- What the task requires -
Go through the records and count every line that holds "this". Only the number belongs in the reply.

- Saved data entries -

··········

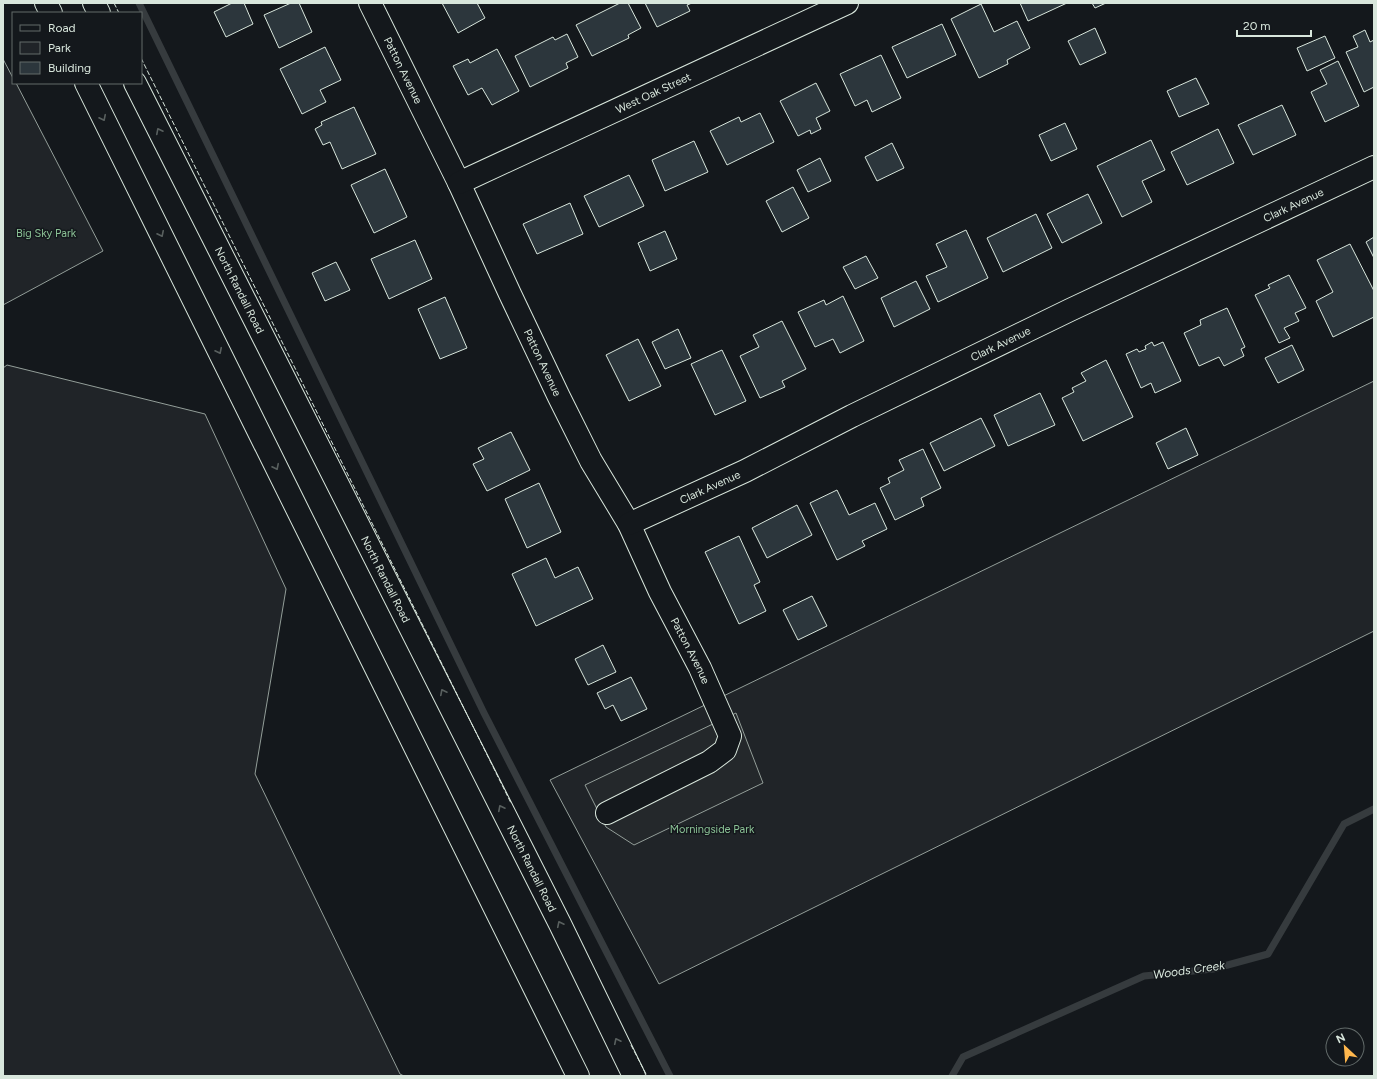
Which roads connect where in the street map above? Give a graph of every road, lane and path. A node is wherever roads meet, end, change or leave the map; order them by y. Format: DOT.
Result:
graph roads {
  1 [pos="46,3"];
  2 [pos="94,3"];
  3 [pos="370,3"];
  4 [pos="847,3"];
  5 [pos="50,12"];
  6 [pos="99,12"];
  7 [pos="86,84"];
  8 [pos="136,84"];
  9 [pos="1374,167"];
  10 [pos="459,183"];
  11 [pos="629,524"];
  12 [pos="607,813"];
  13 [pos="578,1076"];
  14 [pos="634,1076"];
  1 -- 5 [label="main road"];
  2 -- 6 [label="main road"];
  3 -- 10 [label="main road, Patton Avenue"];
  4 -- 10 [label="main road, West Oak Street"];
  7 -- 13 [label="main road, one-way"];
  14 -- 8 [label="main road, North Randall Road, one-way"];
  9 -- 11 [label="main road, Clark Avenue"];
  10 -- 11 [label="main road, Patton Avenue"];
  11 -- 12 [label="main road, Patton Avenue"];
}
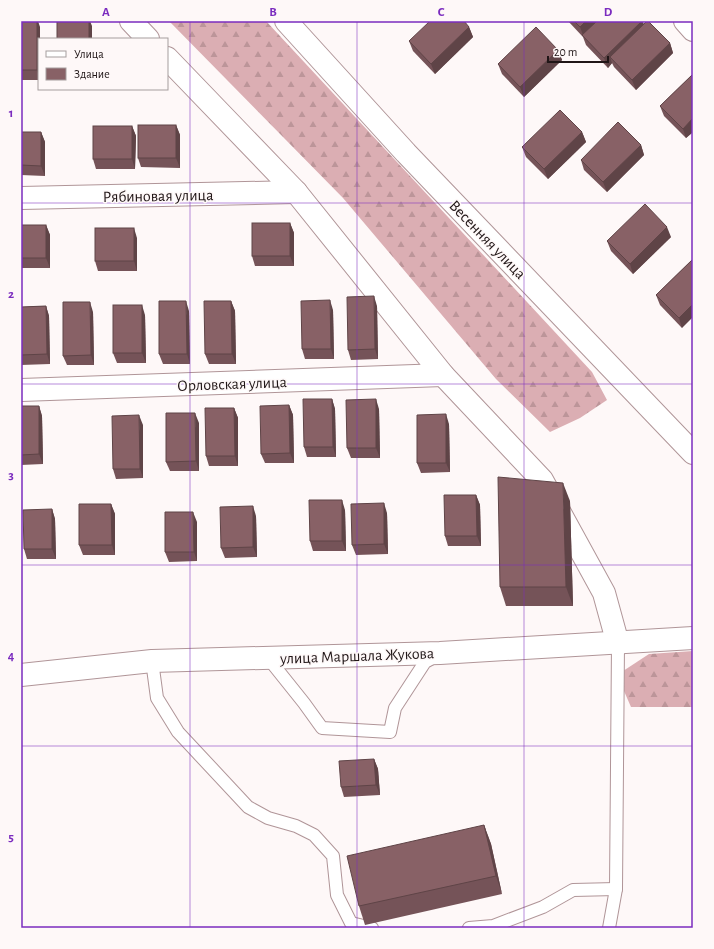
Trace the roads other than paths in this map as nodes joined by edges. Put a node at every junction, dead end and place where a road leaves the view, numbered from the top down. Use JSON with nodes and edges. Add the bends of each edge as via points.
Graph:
{"nodes":[{"id":1,"x":131,"y":21,"type":"edge"},
{"id":2,"x":286,"y":21,"type":"edge"},
{"id":3,"x":685,"y":21,"type":"edge"},
{"id":4,"x":693,"y":30,"type":"edge"},
{"id":5,"x":147,"y":38,"type":"edge"},
{"id":6,"x":168,"y":59,"type":"edge"},
{"id":7,"x":296,"y":192,"type":"junction"},
{"id":8,"x":21,"y":198,"type":"edge"},
{"id":9,"x":443,"y":376,"type":"junction"},
{"id":10,"x":21,"y":390,"type":"edge"},
{"id":11,"x":693,"y":453,"type":"edge"},
{"id":12,"x":693,"y":638,"type":"edge"},
{"id":13,"x":618,"y":644,"type":"junction"},
{"id":14,"x":440,"y":653,"type":"junction"},
{"id":15,"x":268,"y":658,"type":"junction"},
{"id":16,"x":152,"y":661,"type":"junction"},
{"id":17,"x":21,"y":676,"type":"edge"},
{"id":18,"x":616,"y":889,"type":"junction"},
{"id":19,"x":372,"y":928,"type":"edge"},
{"id":20,"x":469,"y":928,"type":"edge"},
{"id":21,"x":609,"y":928,"type":"edge"}],
"edges":[{"from":1,"to":5,"type":"street"},
{"from":2,"to":11,"type":"street","name":"Весенняя улица","via":[[406,153]]},
{"from":3,"to":4,"type":"street"},
{"from":6,"to":7,"type":"street"},
{"from":7,"to":8,"type":"street","name":"Рябиновая улица"},
{"from":7,"to":9,"type":"street"},
{"from":9,"to":10,"type":"street","name":"Орловская улица"},
{"from":9,"to":13,"type":"street","via":[[542,480],[604,593]]},
{"from":12,"to":13,"type":"street","name":"улица Маршала Жукова"},
{"from":13,"to":14,"type":"street","name":"улица Маршала Жукова"},
{"from":13,"to":18,"type":"lane"},
{"from":14,"to":15,"type":"street","name":"улица Маршала Жукова"},
{"from":14,"to":15,"type":"lane","via":[[425,662],[395,708],[390,732],[322,728]]},
{"from":15,"to":16,"type":"street","name":"улица Маршала Жукова"},
{"from":16,"to":17,"type":"street","name":"улица Маршала Жукова"},
{"from":16,"to":19,"type":"lane","via":[[157,698],[178,732],[248,807],[268,818],[296,826],[314,835],[333,856],[337,895],[351,923]]},
{"from":18,"to":20,"type":"lane","via":[[573,890],[542,908],[493,926]]},
{"from":18,"to":21,"type":"lane"}]}
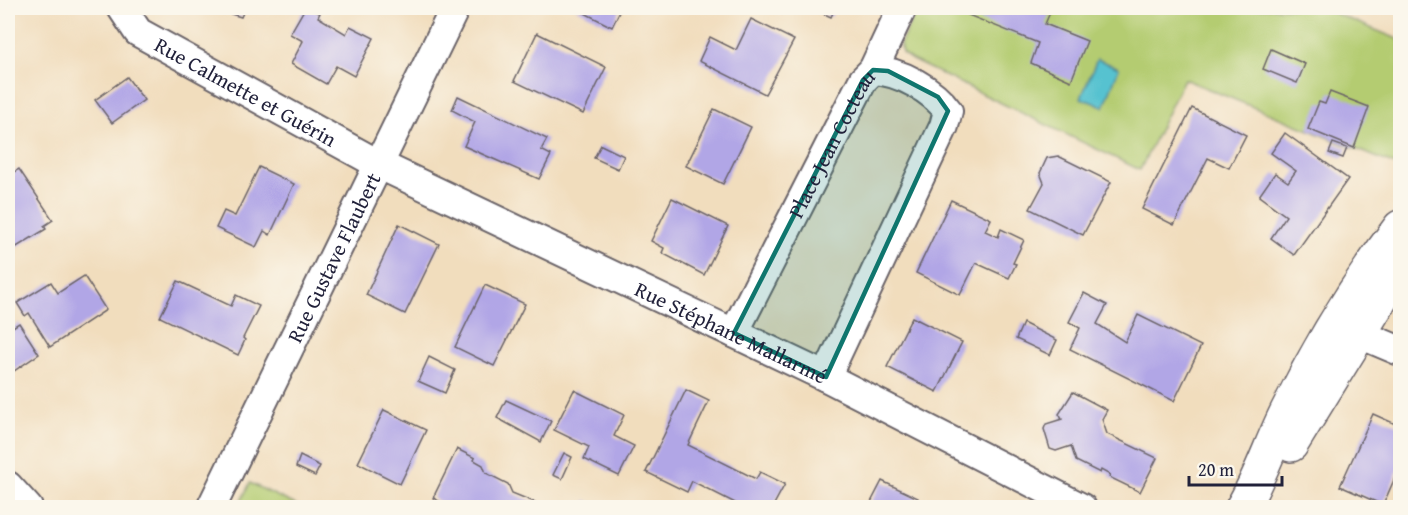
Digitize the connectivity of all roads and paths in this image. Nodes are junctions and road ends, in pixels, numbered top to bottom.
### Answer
1 (122, 8) edge
2 (455, 8) edge
3 (902, 8) edge
4 (873, 70) junction
5 (378, 164) junction
6 (1401, 227) edge
7 (1401, 268) edge
8 (1349, 324) junction
9 (734, 333) junction
10 (1401, 351) edge
11 (826, 377) junction
12 (8, 486) edge
13 (1247, 500) edge
14 (28, 507) edge
15 (211, 507) edge
16 (1082, 507) edge

1 - 5 street, Rue Calmette et Guérin
2 - 5 street, Rue Gustave Flaubert
3 - 4 street
4 - 9 street, Place Jean Cocteau
4 - 11 street, Place Jean Cocteau
5 - 9 street, Rue Stéphane Mallarmé
5 - 15 street, Rue Gustave Flaubert
6 - 8 street
7 - 8 street
8 - 10 street
8 - 13 street
9 - 11 street, Rue Stéphane Mallarmé
11 - 16 street, Rue Stéphane Mallarmé
12 - 14 street

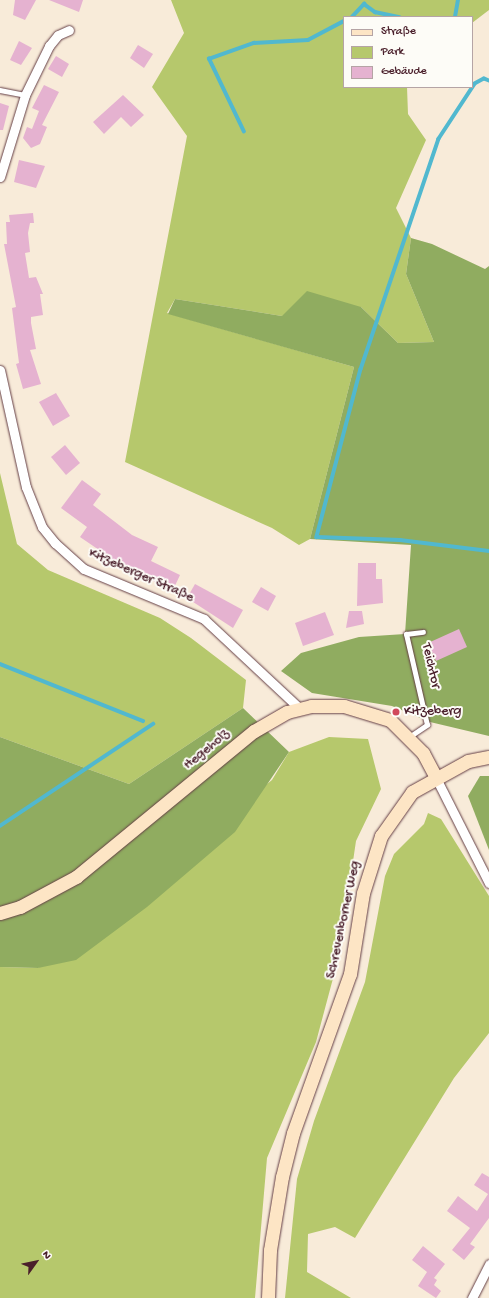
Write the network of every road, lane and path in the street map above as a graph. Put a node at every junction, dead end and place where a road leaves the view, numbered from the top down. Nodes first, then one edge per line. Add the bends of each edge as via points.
1 (69, 30) dead end
2 (0, 90) edge
3 (25, 95) junction
4 (0, 177) edge
5 (0, 376) edge
6 (423, 632) dead end
7 (299, 708) junction
8 (409, 737) junction
9 (489, 757) edge
10 (435, 776) junction
11 (489, 884) edge
12 (0, 913) edge
13 (489, 1264) edge
14 (268, 1298) edge
15 (472, 1298) edge

1 - 3 street via 58,35 50,46
2 - 3 lane
3 - 4 street
5 - 7 street, Kitzeberger Straße via 26,487 42,527 55,543 84,569 204,619
6 - 8 lane, Teichtor via 406,634 426,724
7 - 8 street, Hegeholz via 344,706 373,713 390,720
7 - 12 street, Hegeholz via 254,731 76,877 20,908
8 - 10 street, Hegeholz
9 - 10 street via 468,761
10 - 11 street
10 - 14 street, Schrevenborner Weg via 412,792 392,816 369,871 350,974 293,1132 282,1177 270,1250
13 - 15 street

··········

- Solution to the problem -
2